* _YOUR GOAL_
What lines of the data hold the string "Oakwood"? Pull each one out.

* _DATA FOR THIS TASK_

╔══

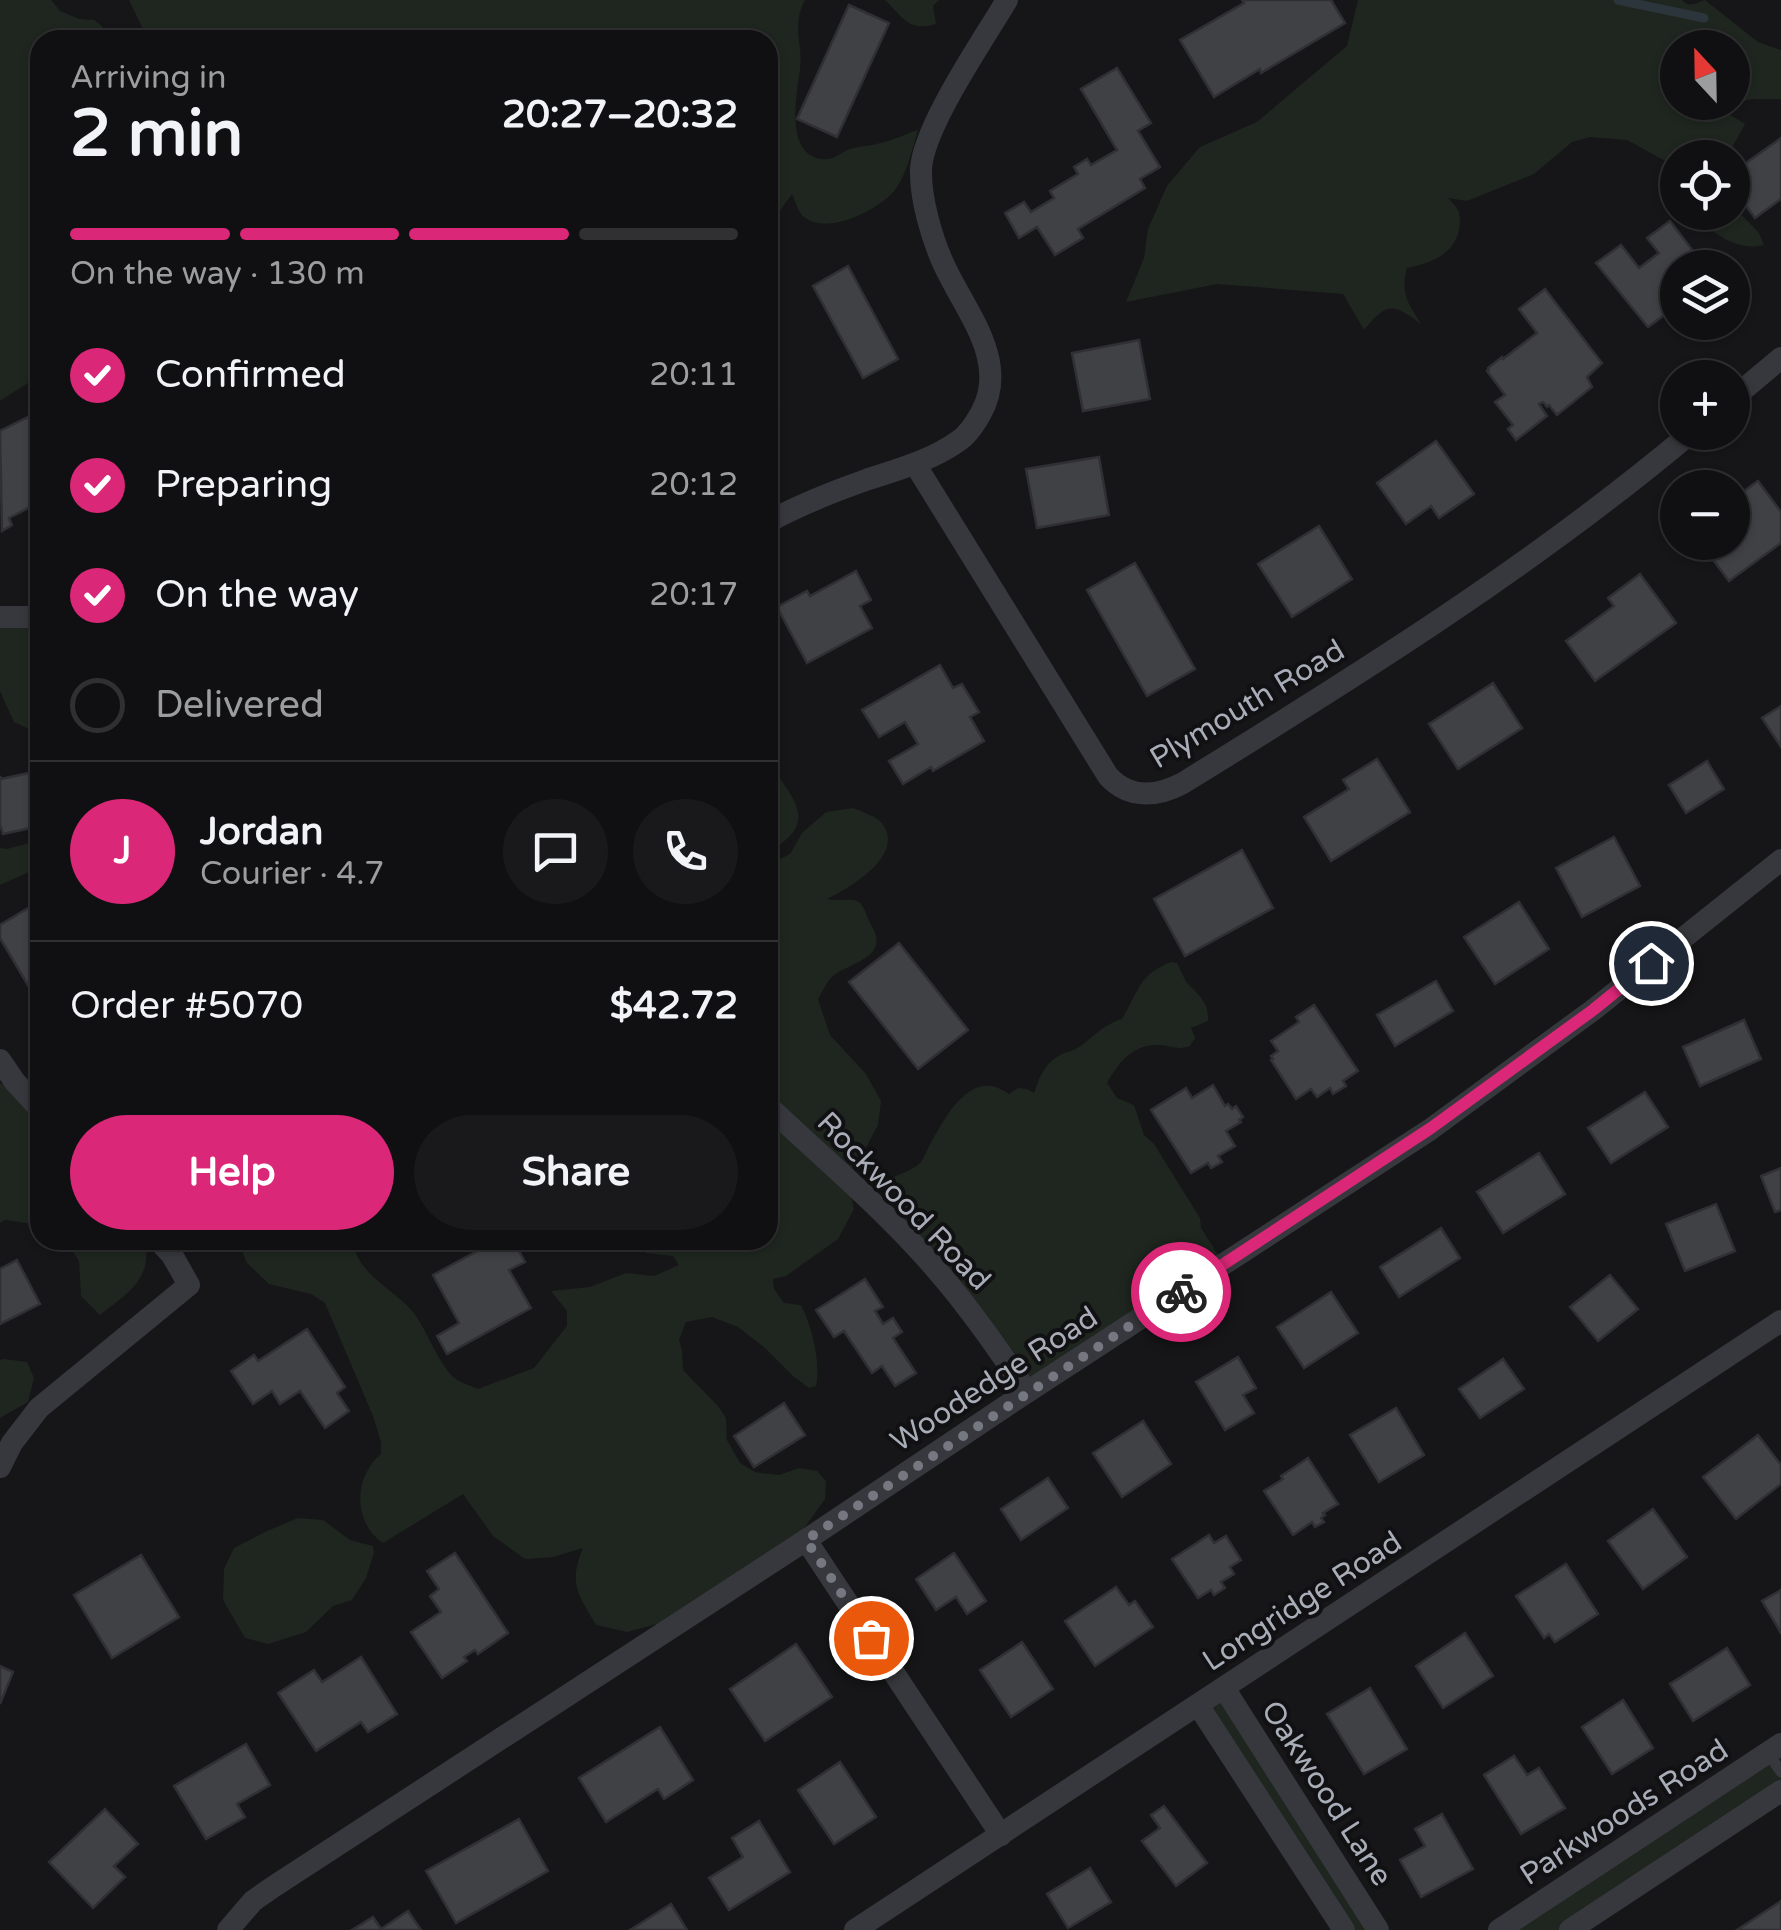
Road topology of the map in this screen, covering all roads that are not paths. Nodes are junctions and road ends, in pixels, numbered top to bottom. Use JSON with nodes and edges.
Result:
{"nodes":[{"id":1,"x":1007,"y":0,"type":"edge"},
{"id":2,"x":1781,"y":358,"type":"edge"},
{"id":3,"x":1750,"y":384,"type":"edge"},
{"id":4,"x":1670,"y":450,"type":"edge"},
{"id":5,"x":915,"y":464,"type":"junction"},
{"id":6,"x":778,"y":517,"type":"edge"},
{"id":7,"x":0,"y":617,"type":"edge"},
{"id":8,"x":30,"y":617,"type":"edge"},
{"id":9,"x":1781,"y":860,"type":"edge"},
{"id":10,"x":1,"y":1064,"type":"edge"},
{"id":11,"x":30,"y":1097,"type":"edge"},
{"id":12,"x":778,"y":1115,"type":"edge"},
{"id":13,"x":167,"y":1250,"type":"edge"},
{"id":14,"x":1781,"y":1321,"type":"edge"},
{"id":15,"x":1028,"y":1392,"type":"junction"},
{"id":16,"x":0,"y":1467,"type":"edge"},
{"id":17,"x":806,"y":1540,"type":"junction"},
{"id":18,"x":1224,"y":1688,"type":"junction"},
{"id":19,"x":1198,"y":1705,"type":"junction"},
{"id":20,"x":1777,"y":1756,"type":"edge"},
{"id":21,"x":1781,"y":1792,"type":"edge"},
{"id":22,"x":1001,"y":1835,"type":"junction"},
{"id":23,"x":228,"y":1930,"type":"edge"},
{"id":24,"x":855,"y":1930,"type":"edge"},
{"id":25,"x":1344,"y":1930,"type":"edge"},
{"id":26,"x":1378,"y":1930,"type":"edge"},
{"id":27,"x":1499,"y":1930,"type":"edge"},
{"id":28,"x":1570,"y":1930,"type":"edge"}],
"edges":[{"from":1,"to":5,"type":"street"},
{"from":2,"to":3,"type":"street"},
{"from":4,"to":5,"type":"street","name":"Plymouth Road"},
{"from":5,"to":6,"type":"street"},
{"from":7,"to":8,"type":"street"},
{"from":9,"to":15,"type":"street","name":"Woodedge Road"},
{"from":10,"to":11,"type":"street"},
{"from":12,"to":15,"type":"street","name":"Rockwood Road"},
{"from":13,"to":16,"type":"street"},
{"from":14,"to":18,"type":"street","name":"Longridge Road"},
{"from":15,"to":17,"type":"street","name":"Woodedge Road"},
{"from":17,"to":22,"type":"street"},
{"from":17,"to":23,"type":"street","name":"Woodedge Road"},
{"from":18,"to":19,"type":"street","name":"Longridge Road"},
{"from":18,"to":26,"type":"street","name":"Oakwood Lane"},
{"from":19,"to":22,"type":"street","name":"Longridge Road"},
{"from":19,"to":25,"type":"street","name":"Oakwood Lane"},
{"from":20,"to":27,"type":"street","name":"Parkwoods Road"},
{"from":21,"to":28,"type":"street"},
{"from":22,"to":24,"type":"street","name":"Longridge Road"}]}
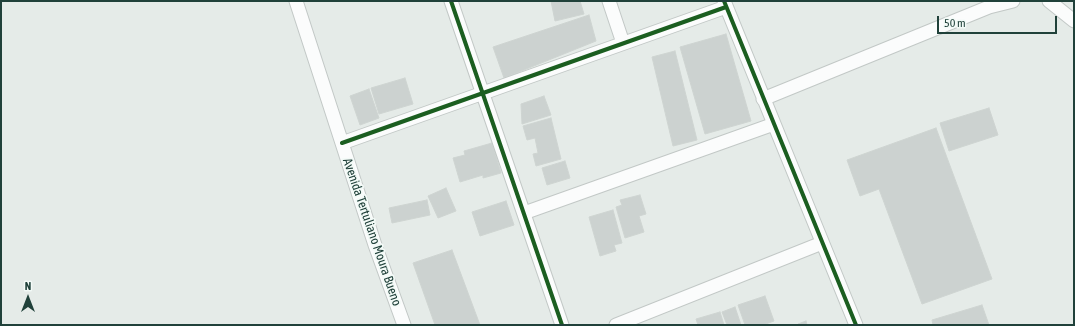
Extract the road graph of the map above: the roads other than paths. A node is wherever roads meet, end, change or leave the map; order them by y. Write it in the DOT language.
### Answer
graph roads {
  1 [pos="296,1"];
  2 [pos="451,1"];
  3 [pos="609,1"];
  4 [pos="1013,1"];
  5 [pos="1049,1"];
  6 [pos="725,4"];
  7 [pos="1074,21"];
  8 [pos="623,44"];
  9 [pos="482,93"];
  10 [pos="763,98"];
  11 [pos="774,124"];
  12 [pos="342,143"];
  13 [pos="524,213"];
  14 [pos="822,243"];
  15 [pos="404,325"];
  16 [pos="562,325"];
  17 [pos="616,325"];
  18 [pos="856,325"];
  1 -- 12 [label="street, Avenida Tertuliano Moura Bueno"];
  2 -- 9 [label="street"];
  3 -- 8 [label="street"];
  4 -- 10 [label="street"];
  5 -- 7 [label="street"];
  6 -- 8 [label="street"];
  6 -- 10 [label="street"];
  8 -- 9 [label="street"];
  9 -- 12 [label="street"];
  9 -- 13 [label="street"];
  10 -- 11 [label="street"];
  11 -- 13 [label="street"];
  11 -- 14 [label="street"];
  12 -- 15 [label="street, Avenida Tertuliano Moura Bueno"];
  13 -- 16 [label="street"];
  14 -- 17 [label="street"];
  14 -- 18 [label="street"];
}
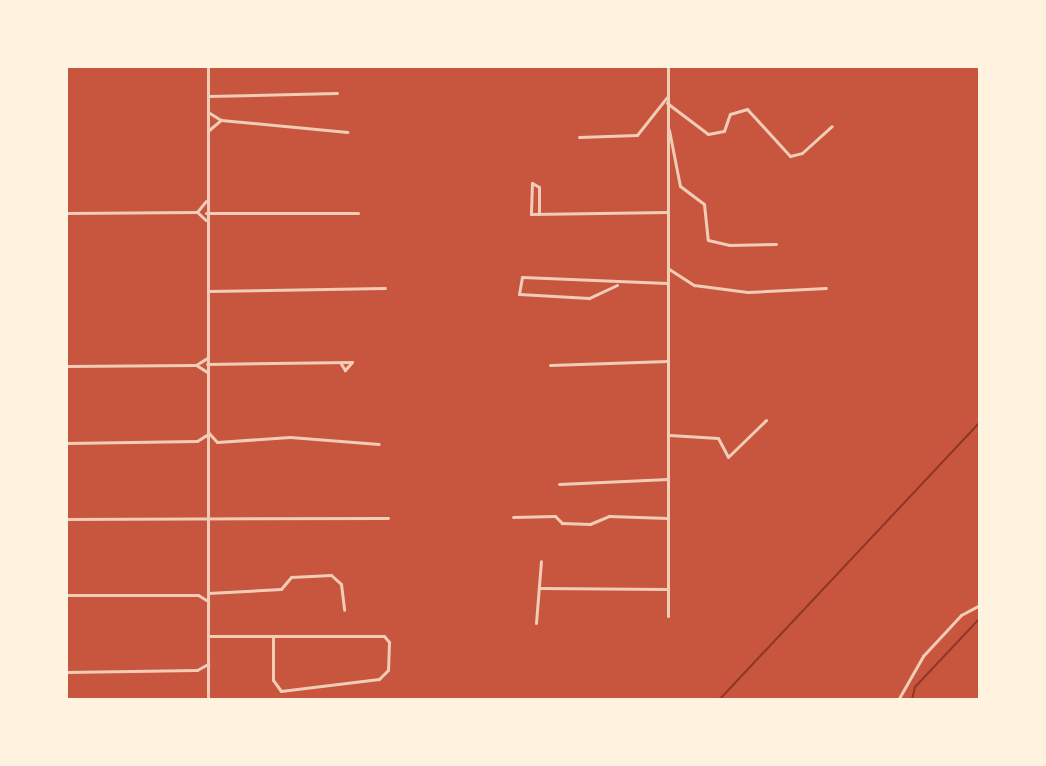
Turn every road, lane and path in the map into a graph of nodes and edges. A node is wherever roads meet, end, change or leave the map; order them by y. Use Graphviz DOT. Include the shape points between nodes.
graph roads {
  1 [pos="668,66"];
  2 [pos="206,67"];
  3 [pos="337,93"];
  4 [pos="208,96"];
  5 [pos="667,97"];
  6 [pos="667,103"];
  7 [pos="208,112"];
  8 [pos="221,120"];
  9 [pos="832,126"];
  10 [pos="669,130"];
  11 [pos="208,131"];
  12 [pos="347,132"];
  13 [pos="579,137"];
  14 [pos="206,201"];
  15 [pos="530,206"];
  16 [pos="539,206"];
  17 [pos="197,212"];
  18 [pos="668,212"];
  19 [pos="66,213"];
  20 [pos="206,213"];
  21 [pos="358,213"];
  22 [pos="539,214"];
  23 [pos="206,220"];
  24 [pos="776,244"];
  25 [pos="669,269"];
  26 [pos="207,281"];
  27 [pos="667,283"];
  28 [pos="617,285"];
  29 [pos="217,288"];
  30 [pos="385,288"];
  31 [pos="826,288"];
  32 [pos="208,291"];
  33 [pos="207,358"];
  34 [pos="668,361"];
  35 [pos="207,364"];
  36 [pos="341,364"];
  37 [pos="196,365"];
  38 [pos="550,365"];
  39 [pos="66,366"];
  40 [pos="207,372"];
  41 [pos="766,420"];
  42 [pos="208,433"];
  43 [pos="669,435"];
  44 [pos="197,441"];
  45 [pos="217,442"];
  46 [pos="67,443"];
  47 [pos="379,444"];
  48 [pos="207,449"];
  49 [pos="668,479"];
  50 [pos="559,484"];
  51 [pos="513,517"];
  52 [pos="208,518"];
  53 [pos="388,518"];
  54 [pos="668,518"];
  55 [pos="66,519"];
  56 [pos="541,561"];
  57 [pos="540,588"];
  58 [pos="668,589"];
  59 [pos="208,590"];
  60 [pos="66,595"];
  61 [pos="198,595"];
  62 [pos="208,601"];
  63 [pos="980,605"];
  64 [pos="344,610"];
  65 [pos="668,616"];
  66 [pos="536,623"];
  67 [pos="208,636"];
  68 [pos="273,636"];
  69 [pos="208,664"];
  70 [pos="197,670"];
  71 [pos="66,672"];
  72 [pos="208,678"];
  73 [pos="208,700"];
  74 [pos="898,700"];
  1 -- 5 [label="street"];
  2 -- 4 [label="street"];
  3 -- 4 [label="street"];
  4 -- 7 [label="street"];
  5 -- 6 [label="street"];
  5 -- 13 [label="street" via="637,135"];
  6 -- 9 [label="street" via="708,134 724,131 730,114 747,109 790,156 802,153"];
  6 -- 10 [label="street"];
  7 -- 8 [label="street"];
  7 -- 11 [label="street"];
  8 -- 11 [label="street"];
  8 -- 12 [label="street"];
  10 -- 18 [label="street"];
  10 -- 24 [label="street" via="680,186 704,204 708,240"];
  11 -- 14 [label="street"];
  14 -- 17 [label="street"];
  14 -- 20 [label="street"];
  15 -- 16 [label="street"];
  15 -- 16 [label="street" via="532,183 539,187"];
  15 -- 22 [label="street" via="531,214"];
  16 -- 22 [label="street"];
  17 -- 19 [label="street"];
  17 -- 23 [label="street"];
  18 -- 22 [label="street"];
  18 -- 25 [label="street"];
  20 -- 21 [label="street"];
  20 -- 23 [label="street"];
  23 -- 26 [label="street"];
  25 -- 27 [label="street"];
  25 -- 31 [label="street" via="694,285 748,292"];
  26 -- 29 [label="street"];
  26 -- 32 [label="street"];
  27 -- 28 [label="street"];
  27 -- 34 [label="street"];
  28 -- 28 [label="street" via="522,277 519,294 589,298"];
  29 -- 30 [label="street"];
  29 -- 32 [label="street"];
  32 -- 33 [label="street"];
  33 -- 35 [label="street"];
  33 -- 37 [label="street"];
  34 -- 38 [label="street"];
  34 -- 43 [label="street"];
  35 -- 36 [label="street"];
  35 -- 40 [label="street"];
  37 -- 39 [label="street"];
  37 -- 40 [label="street"];
  40 -- 42 [label="street"];
  41 -- 43 [label="street" via="728,457 718,438"];
  42 -- 44 [label="street"];
  42 -- 45 [label="street"];
  42 -- 48 [label="street"];
  43 -- 49 [label="street"];
  44 -- 46 [label="street"];
  44 -- 48 [label="street"];
  45 -- 47 [label="street" via="290,437"];
  45 -- 48 [label="street"];
  48 -- 52 [label="street"];
  49 -- 50 [label="street"];
  49 -- 54 [label="street"];
  51 -- 54 [label="street" via="555,516 562,523 590,524 609,516"];
  52 -- 53 [label="street"];
  52 -- 55 [label="street"];
  52 -- 59 [label="street"];
  54 -- 58 [label="street"];
  56 -- 57 [label="street"];
  57 -- 58 [label="street"];
  57 -- 66 [label="street"];
  58 -- 65 [label="street"];
  59 -- 61 [label="street"];
  59 -- 62 [label="street"];
  59 -- 64 [label="street" via="281,589 291,577 331,575 341,584"];
  60 -- 61 [label="street"];
  61 -- 62 [label="street"];
  62 -- 67 [label="street"];
  63 -- 74 [label="street" via="961,615 923,656"];
  67 -- 68 [label="street"];
  67 -- 69 [label="street"];
  68 -- 68 [label="street" via="384,636 389,642 388,670 379,679 281,691 273,680"];
  69 -- 70 [label="street"];
  69 -- 72 [label="street"];
  70 -- 71 [label="street"];
  70 -- 72 [label="street"];
  72 -- 73 [label="street"];
}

╚══

* _WRITTEN REPLY_
{"from":18,"to":26,"type":"street","name":"Oakwood Lane"},
{"from":19,"to":25,"type":"street","name":"Oakwood Lane"},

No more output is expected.